**Exercise prompt**
A word-for-word copy of the listing is required, and it must contain no pictures.

**Source data**
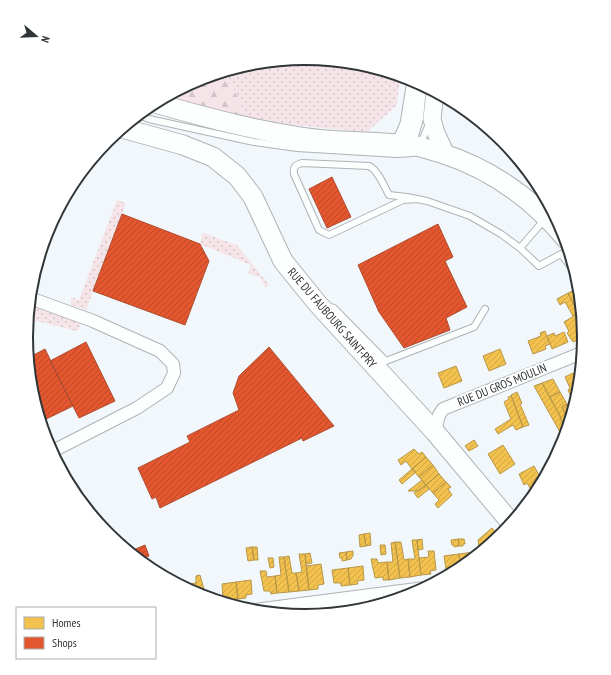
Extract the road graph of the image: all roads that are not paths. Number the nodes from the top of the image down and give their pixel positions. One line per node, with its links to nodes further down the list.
1 (415, 88): 10 (street)
2 (422, 91): 10 (lane)
3 (434, 98): 6 (street)
4 (163, 105): 10 (main road)
5 (145, 117): 10 (lane)
6 (432, 119): 10 (lane); 11 (street)
7 (130, 130): 9 (main road, RUE DU FAUBOURG SAINT-PRY)
8 (120, 139): 9 (main road)
9 (167, 140): 18 (main road, RUE DU FAUBOURG SAINT-PRY)
10 (410, 148): 11 (main road)
11 (446, 155): 13 (main road)
12 (418, 199): 12 (lane); 15 (lane)
13 (547, 217): 14 (main road); 15 (lane)
14 (553, 224)
15 (520, 248): 16 (lane)
16 (568, 263)
17 (35, 300): 22 (street)
18 (317, 304): 19 (lane); 21 (main road, RUE DU FAUBOURG SAINT-PRY)
19 (485, 309)
20 (577, 355): 21 (street, RUE DU GROS MOULIN)
21 (434, 432): 23 (main road, RUE DU FAUBOURG SAINT-PRY)
22 (57, 449)
23 (508, 519)
24 (370, 602): 25 (street)
25 (291, 609)

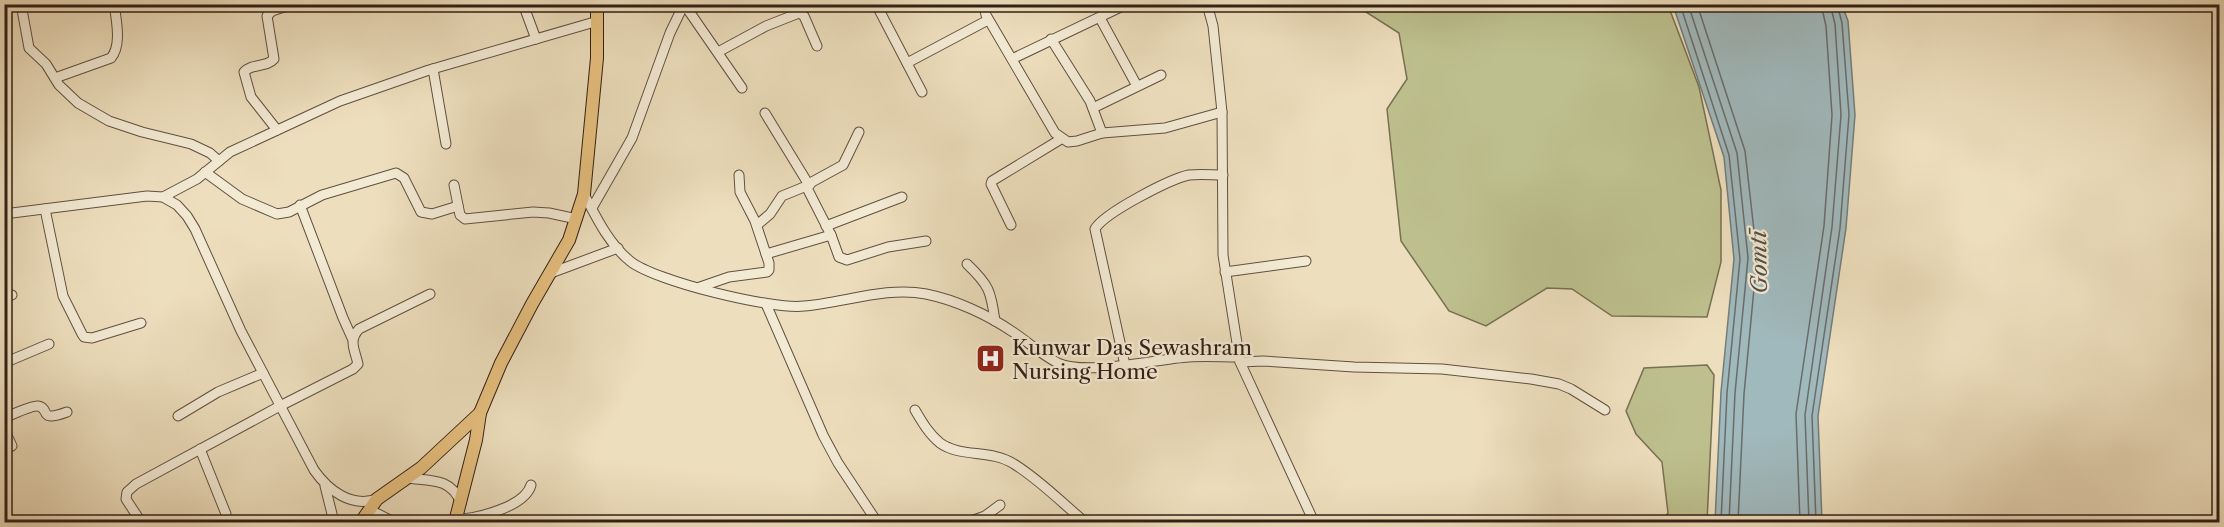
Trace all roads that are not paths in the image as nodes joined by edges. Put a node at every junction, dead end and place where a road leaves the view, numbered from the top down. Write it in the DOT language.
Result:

**Worked solution**
Extract the road graph of the image: all roads that are not paths. Number the nodes from the top of the image down and give their pixel positions. One line per node, with its links to nodes further down the list.
1 (415, 88): 10 (street)
2 (422, 91): 10 (lane)
3 (434, 98): 6 (street)
4 (163, 105): 10 (main road)
5 (145, 117): 10 (lane)
6 (432, 119): 10 (lane); 11 (street)
7 (130, 130): 9 (main road, RUE DU FAUBOURG SAINT-PRY)
8 (120, 139): 9 (main road)
9 (167, 140): 18 (main road, RUE DU FAUBOURG SAINT-PRY)
10 (410, 148): 11 (main road)
11 (446, 155): 13 (main road)
12 (418, 199): 12 (lane); 15 (lane)
13 (547, 217): 14 (main road); 15 (lane)
14 (553, 224)
15 (520, 248): 16 (lane)
16 (568, 263)
17 (35, 300): 22 (street)
18 (317, 304): 19 (lane); 21 (main road, RUE DU FAUBOURG SAINT-PRY)
19 (485, 309)
20 (577, 355): 21 (street, RUE DU GROS MOULIN)
21 (434, 432): 23 (main road, RUE DU FAUBOURG SAINT-PRY)
22 (57, 449)
23 (508, 519)
24 (370, 602): 25 (street)
25 (291, 609)

Trace all roads that are not paths in the image as nodes joined by edges. Put a node at every junction, dead end and place where a road leaves the view, numbered from the top down. Write it in the DOT language.
Result:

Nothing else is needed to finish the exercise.